──────── Input material

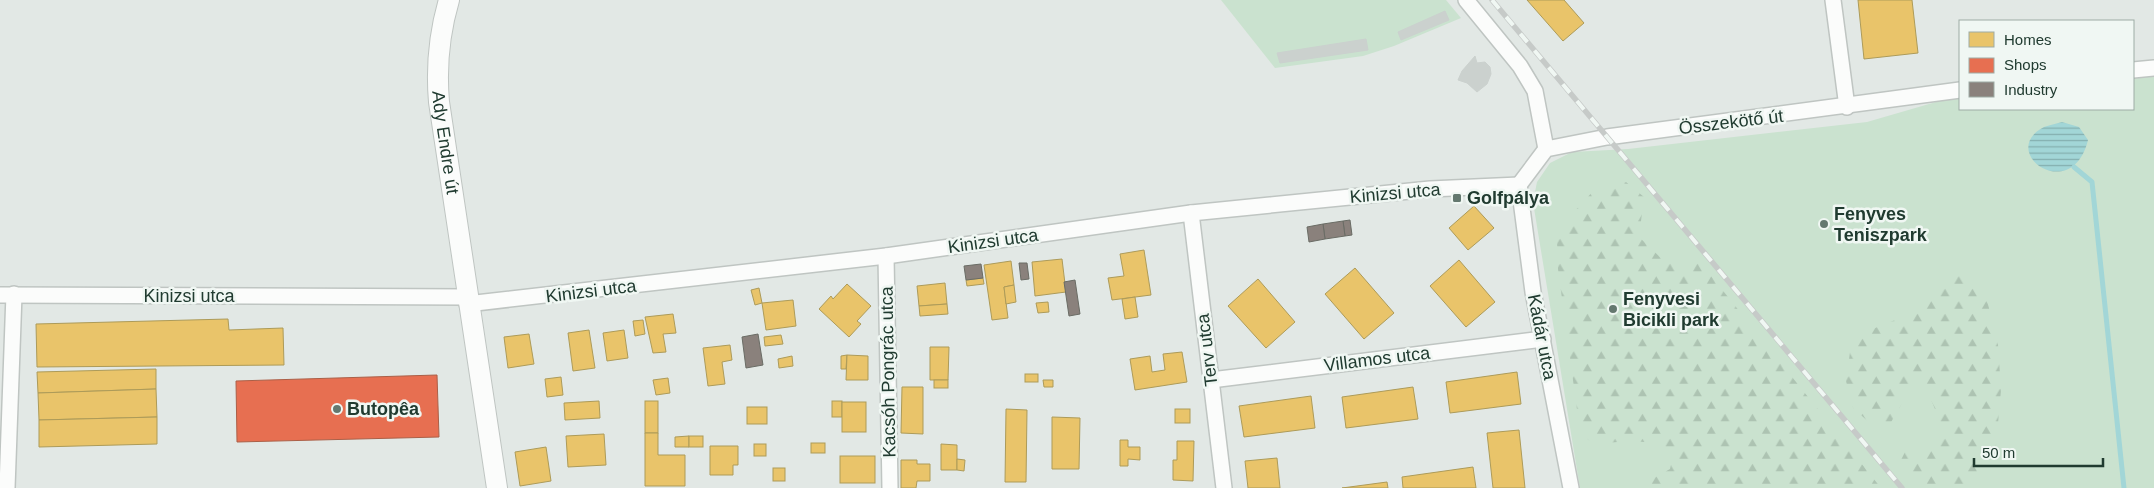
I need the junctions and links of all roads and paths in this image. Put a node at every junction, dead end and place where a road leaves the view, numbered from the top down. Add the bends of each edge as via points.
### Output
1 (450, 0) edge
2 (1466, 0) edge
3 (1833, 0) edge
4 (2154, 68) edge
5 (2134, 70) edge
6 (1959, 90) edge
7 (1847, 106) junction
8 (1546, 149) junction
9 (1519, 185) junction
10 (1191, 213) junction
11 (886, 256) junction
12 (7, 294) edge
13 (467, 296) junction
14 (1543, 339) junction
15 (1211, 380) junction
16 (8, 488) edge
17 (497, 488) edge
18 (890, 488) edge
19 (1224, 488) edge
20 (1571, 488) edge

1 - 13 street, Ady Endre út via 440,32 437,80
2 - 8 street via 1520,66 1535,92
3 - 7 street
4 - 5 street
6 - 7 street, Összekötő út
7 - 8 street, Összekötő út via 1607,137
8 - 9 street
9 - 10 street, Kinizsi utca via 1430,189
9 - 14 street, Kádár utca via 1533,292
10 - 11 street, Kinizsi utca
10 - 15 street, Terv utca
11 - 13 street, Kinizsi utca
11 - 18 street, Kacsóh Pongrác utca
12 - 13 street, Kinizsi utca
12 - 16 street
13 - 17 street, Ady Endre út
14 - 15 street, Villamos utca
14 - 20 street, Kádár utca
15 - 19 street, Terv utca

────────────────

■ What you have to do
Repeat the data exactly. Pictures should not appear.

■ Solved problem
I need the junctions and links of all roads and paths in this image. Put a node at every junction, dead end and place where a road leaves the view, numbered from the top down. Add the bends of each edge as via points.
### Output
1 (450, 0) edge
2 (1466, 0) edge
3 (1833, 0) edge
4 (2154, 68) edge
5 (2134, 70) edge
6 (1959, 90) edge
7 (1847, 106) junction
8 (1546, 149) junction
9 (1519, 185) junction
10 (1191, 213) junction
11 (886, 256) junction
12 (7, 294) edge
13 (467, 296) junction
14 (1543, 339) junction
15 (1211, 380) junction
16 (8, 488) edge
17 (497, 488) edge
18 (890, 488) edge
19 (1224, 488) edge
20 (1571, 488) edge

1 - 13 street, Ady Endre út via 440,32 437,80
2 - 8 street via 1520,66 1535,92
3 - 7 street
4 - 5 street
6 - 7 street, Összekötő út
7 - 8 street, Összekötő út via 1607,137
8 - 9 street
9 - 10 street, Kinizsi utca via 1430,189
9 - 14 street, Kádár utca via 1533,292
10 - 11 street, Kinizsi utca
10 - 15 street, Terv utca
11 - 13 street, Kinizsi utca
11 - 18 street, Kacsóh Pongrác utca
12 - 13 street, Kinizsi utca
12 - 16 street
13 - 17 street, Ady Endre út
14 - 15 street, Villamos utca
14 - 20 street, Kádár utca
15 - 19 street, Terv utca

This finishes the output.